10/17/2011 11:12:34 PM
no definition of a Ponzi Scheme requires quick returns. you failed on that then, you are failing on it now. You are getting confused with how it "usually works" with how it is actually defined. The length of time between investment and "returns" only changes the coefficients in the mathematical models. It does NOT change whether or not it is a Ponzi Scheme
10/17/2011 11:20:01 PM
A Ponzi scheme is a fraudulent investment operation that pays returns to its investors from their own money or the money paid by subsequent investors, rather than from any actual profit earned by the individual or organization running the operation. The Ponzi scheme usually entices new investors by offering higher returns than other investments, in the form of short-term returns that are either abnormally high or unusually consistent. Perpetuation of the high returns requires an ever-increasing flow of money from new investors to keep the scheme going.The system is destined to collapse because the earnings, if any, are less than the payments to investors. Usually, the scheme is interrupted by legal authorities before it collapses because a Ponzi scheme is suspected or because the promoter is selling unregistered securities. As more investors become involved, the likelihood of the scheme coming to the attention of authorities increases.The scheme is named after Charles Ponzi,[1] who became notorious for using the technique in 1920.[2] Ponzi did not invent the scheme (for example, Charles Dickens's 1844 novel The Life and Adventures of Martin Chuzzlewit described such a scheme),[3] but his operation took in so much money that it was the first to become known throughout the United States.

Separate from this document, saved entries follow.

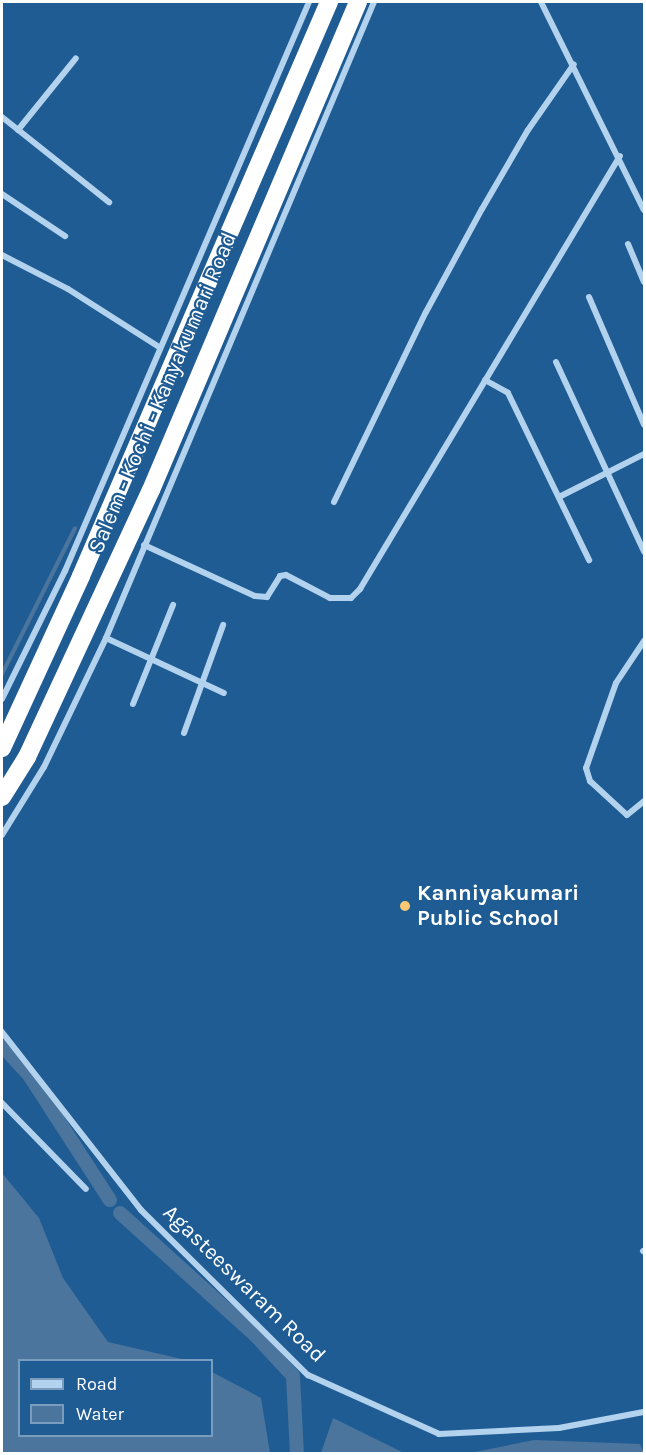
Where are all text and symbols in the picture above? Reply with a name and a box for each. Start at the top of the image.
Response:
street label: Salem - Kochi - Kanyakumari Road [83,229,243,557]
place label: Kanniyakumari Public School [417,880,579,932]
marker: Kanniyakumari Public School [398,899,412,913]
street label: Agasteeswaram Road [157,1200,331,1368]
legend [18,1359,213,1437]
text: Road [76,1373,117,1395]
text: Water [76,1403,124,1425]

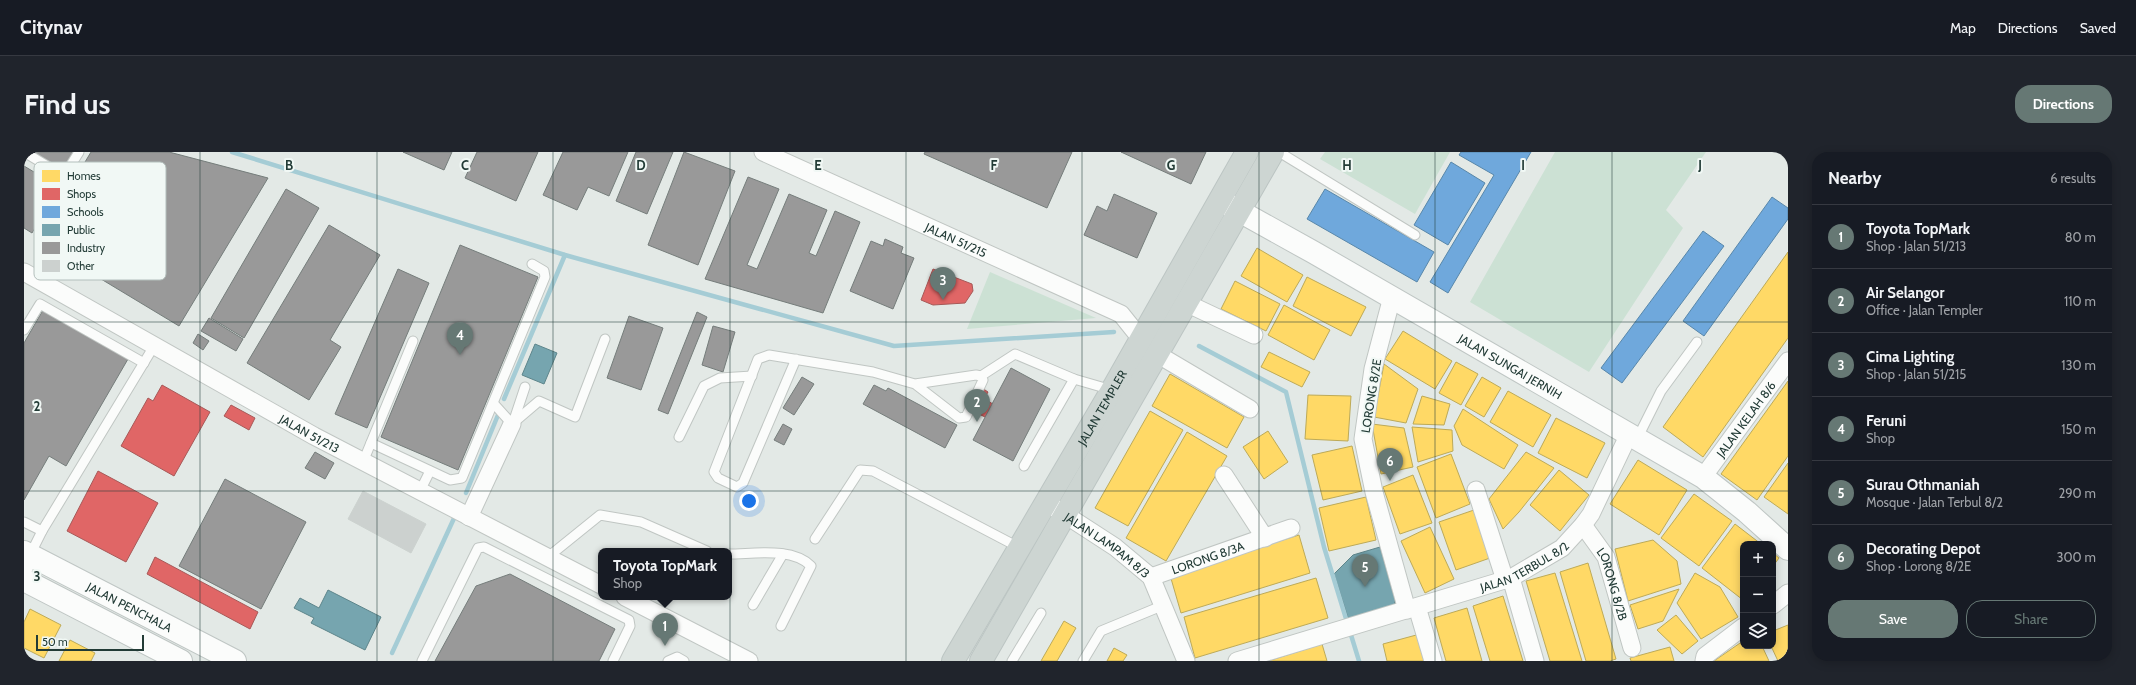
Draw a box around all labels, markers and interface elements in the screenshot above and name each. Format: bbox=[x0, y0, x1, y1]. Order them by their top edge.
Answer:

Ponzi's original scheme was based on the arbitrage of international reply coupons for postage stamps; however, he soon diverted investors' money to make payments to earlier investors and himself.
10/18/2011 12:10:21 AM
You can argue all you want about whether or not SS meets the definition of a Ponzi Scheme in its truest sense all you want.The fact of the matter is SS has an increasing amount of people drawing down benefits which are paid by a shrinking number of workers. You can move the goalposts all you want to delay the endgame but ultimately the scheme DOES NOT WORK.
10/18/2011 7:58:30 AM
"Does not work" is a pretty odd thing to say about something that has succeeded fantastically for 70+ years and is in no real danger of failing (assuming that Congress doesn't continue to act like idiots).Of course I understand that it's important to frame it as a failure and if you don't the arguments against it lose their teeth. So by all means, please keep doing so if it makes you feel better.
10/18/2011 8:12:23 AM
^ Just because something lasts for a long time doesn't mean it can't fail.When SS started, the ratio of workers to retirees was 16:1. And the retirees didn't live that long after retiring. Now the ratio is roughly 3:1 and retirees routinely live 15-20+ years after retiring. Do you not see the problem here?You can keep it going by moving the goalposts, i.e., changing the retirement age and increasing the amount of money workers kick up to the retirees but eventually you get to a point where it doesn't reasonably work (not enough workers and/or they just can't pay what's being asked of them).
10/18/2011 8:20:35 AM
^^Older generations promised themselves your money. That should never, ever be acceptable under any circumstance. It's kind of funny to you see you defending this system, since you'll be the one getting screwed the hardest.This practice where we create debt with every intention of passing it off to the next generation is immoral beyond comprehension. I don't understand why we stand back and let it happen.